ABOUT THIS TASK. All lines below containing the string "Xinfeng" are to be copied.

DATASET RECORDS.

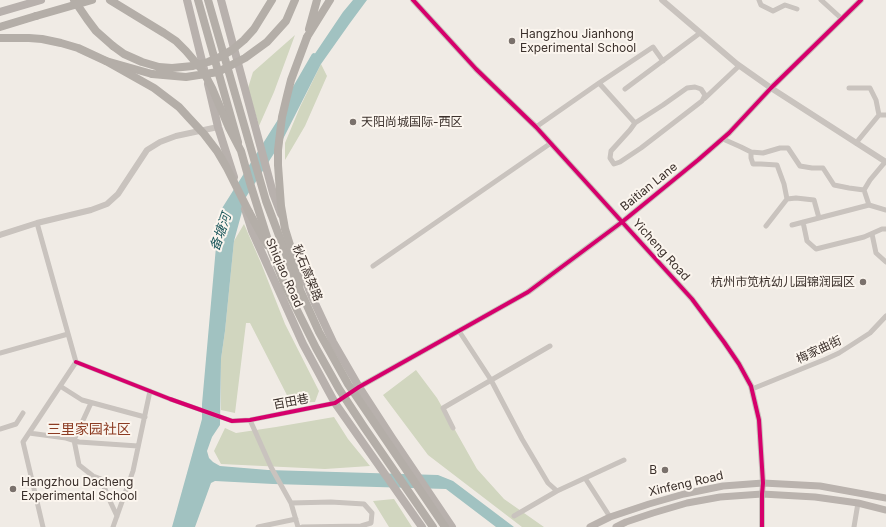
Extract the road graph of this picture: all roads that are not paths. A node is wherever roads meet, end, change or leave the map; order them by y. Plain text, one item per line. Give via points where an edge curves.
1 (41, 0) edge
2 (74, 0) edge
3 (92, 0) edge
4 (110, 0) edge
5 (187, 0) edge
6 (198, 0) edge
7 (208, 0) edge
8 (221, 0) edge
9 (272, 0) edge
10 (295, 0) edge
11 (317, 0) edge
12 (330, 0) edge
13 (413, 0) edge
14 (662, 0) edge
15 (759, 0) edge
16 (821, 0) edge
17 (861, 0) edge
18 (797, 9) dead end
19 (0, 12) edge
20 (842, 19) junction
21 (0, 27) edge
22 (700, 33) junction
23 (307, 37) junction
24 (0, 38) edge
25 (106, 61) junction
26 (663, 61) junction
27 (740, 66) junction
28 (599, 83) junction
29 (771, 88) junction
30 (849, 88) dead end
31 (625, 89) dead end
32 (702, 101) junction
33 (879, 114) junction
34 (886, 115) edge
35 (635, 123) junction
36 (218, 127) junction
37 (536, 127) junction
38 (723, 139) junction
39 (856, 143) junction
40 (551, 144) junction
41 (241, 151) junction
42 (751, 152) junction
43 (886, 162) edge
44 (864, 190) junction
45 (787, 199) junction
46 (869, 205) junction
47 (886, 210) edge
48 (819, 218) junction
49 (622, 222) junction
50 (803, 222) junction
51 (37, 223) junction
52 (792, 225) dead end
53 (766, 226) dead end
54 (886, 229) edge
55 (0, 234) edge
56 (872, 234) junction
57 (272, 253) junction
58 (886, 262) edge
59 (373, 266) dead end
60 (300, 290) junction
61 (886, 316) edge
62 (459, 331) junction
63 (68, 334) junction
64 (550, 346) dead end
65 (0, 353) edge
66 (76, 362) junction
67 (491, 380) junction
68 (60, 386) junction
69 (359, 387) junction
70 (752, 389) junction
71 (150, 391) junction
72 (91, 403) junction
73 (335, 404) junction
74 (23, 413) dead end
75 (145, 417) junction
76 (250, 420) junction
77 (453, 428) dead end
78 (0, 429) edge
79 (29, 433) junction
80 (74, 440) junction
81 (138, 446) junction
82 (624, 460) dead end
83 (585, 478) junction
84 (763, 483) junction
85 (557, 491) junction
86 (762, 494) junction
87 (433, 495) junction
88 (886, 498) edge
89 (291, 503) junction
90 (858, 503) junction
91 (886, 510) edge
92 (117, 516) junction
93 (514, 516) dead end
94 (610, 517) junction
95 (296, 519) junction
96 (627, 524) edge
97 (43, 527) edge
98 (113, 527) edge
99 (258, 527) edge
100 (298, 527) edge
101 (302, 527) edge
102 (422, 527) edge
103 (433, 527) edge
104 (446, 527) edge
105 (452, 527) edge
106 (458, 527) edge
107 (590, 527) edge
108 (616, 527) edge
109 (762, 527) edge
110 (854, 527) edge

1 - 19 main road
2 - 9 highway, bridge via 96,31 112,46 124,54 148,63 172,68 208,62 232,50 254,29
3 - 21 highway, bridge
4 - 41 highway, bridge via 164,33 194,59 212,88
5 - 36 main road, Shiqiao Road
6 - 41 highway, 秋石高架路, bridge
7 - 60 highway, 秋石高架路, bridge via 266,201
8 - 69 main road, Shiqiao Road via 273,193 312,297 333,342
10 - 25 highway, bridge via 286,21 267,42 245,58 218,72 186,77 152,74
11 - 23 highway
12 - 23 highway
13 - 37 street, Yicheng Road via 476,69
14 - 22 street
15 - 18 street via 761,5 773,11 786,5
16 - 20 street
17 - 20 street, Baitian Lane
20 - 29 street, Baitian Lane
22 - 26 street
22 - 27 street
23 - 60 highway, bridge via 288,91 278,150 281,206
24 - 25 highway via 42,39 61,43
25 - 57 highway, bridge via 164,96 204,134 227,168
26 - 28 street via 653,47
26 - 31 street
27 - 29 street
27 - 32 street
28 - 35 street
28 - 37 street
29 - 38 street, Baitian Lane
29 - 39 street
30 - 33 street via 870,88
32 - 35 street via 705,94 701,89 687,88
32 - 35 street via 641,148 614,164 610,158 611,151
33 - 34 street
33 - 39 street
36 - 51 street via 176,136 147,150 118,194 107,204
36 - 73 main road, Shiqiao Road, bridge via 252,231 303,344
37 - 40 street, Yicheng Road
38 - 42 street
38 - 49 street, Baitian Lane
39 - 43 street
40 - 49 street, Yicheng Road
40 - 59 street
41 - 57 highway, 秋石高架路, bridge
42 - 44 street via 763,153 788,148 800,166 823,168 834,186
42 - 45 street via 754,164 777,165
43 - 44 street
44 - 46 street
45 - 48 street via 814,200
45 - 53 street
46 - 47 street
46 - 48 street
48 - 50 street
49 - 62 street, Baitian Lane via 528,292
49 - 70 street, Yicheng Road via 692,299 739,364
50 - 52 street
50 - 56 street via 807,241 816,249
51 - 55 street
51 - 63 street
54 - 56 street
56 - 58 street via 876,252
57 - 103 highway, 秋石高架路, bridge via 296,309 339,389
60 - 104 highway, 秋石高架路, bridge via 319,332 348,384
61 - 70 street, 梅家曲街 via 870,333 839,353
62 - 67 street
62 - 69 street, Baitian Lane
63 - 65 street
63 - 66 street
64 - 67 street
66 - 68 street
66 - 71 street
67 - 77 street via 443,408
67 - 85 street via 548,483
68 - 72 street
68 - 79 street
69 - 73 street, 百田巷
69 - 87 main road, Shiqiao Road via 402,454
70 - 84 street, Yicheng Road via 759,420
71 - 75 street
71 - 76 street, 百田巷 via 232,421
72 - 75 street
72 - 80 street
73 - 76 street, 百田巷
73 - 102 main road, Shiqiao Road
74 - 78 street via 16,424
75 - 81 street
76 - 89 street
79 - 80 street
79 - 97 street via 23,442
80 - 81 street
80 - 92 street via 79,465 101,479
81 - 92 street via 133,471
82 - 83 street
83 - 85 street
83 - 94 street
84 - 86 street, Yicheng Road
84 - 88 main road, Xinfeng Road via 820,486
84 - 94 main road, Xinfeng Road via 723,486 684,494
85 - 93 street
86 - 90 main road, Xinfeng Road
86 - 96 main road, Xinfeng Road via 720,497 687,503
86 - 109 street, Yicheng Road
87 - 105 main road
87 - 106 main road
89 - 95 street
89 - 101 street via 364,504 372,513 371,523 361,526
90 - 91 main road, Xinfeng Road
90 - 110 street
92 - 98 street
94 - 107 main road, Xinfeng Road
95 - 99 street
95 - 100 street
96 - 108 main road, Xinfeng Road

RESPONSE TO THIS EXERCISE.
84 - 88 main road, Xinfeng Road via 820,486
84 - 94 main road, Xinfeng Road via 723,486 684,494
86 - 90 main road, Xinfeng Road
86 - 96 main road, Xinfeng Road via 720,497 687,503
90 - 91 main road, Xinfeng Road
94 - 107 main road, Xinfeng Road
96 - 108 main road, Xinfeng Road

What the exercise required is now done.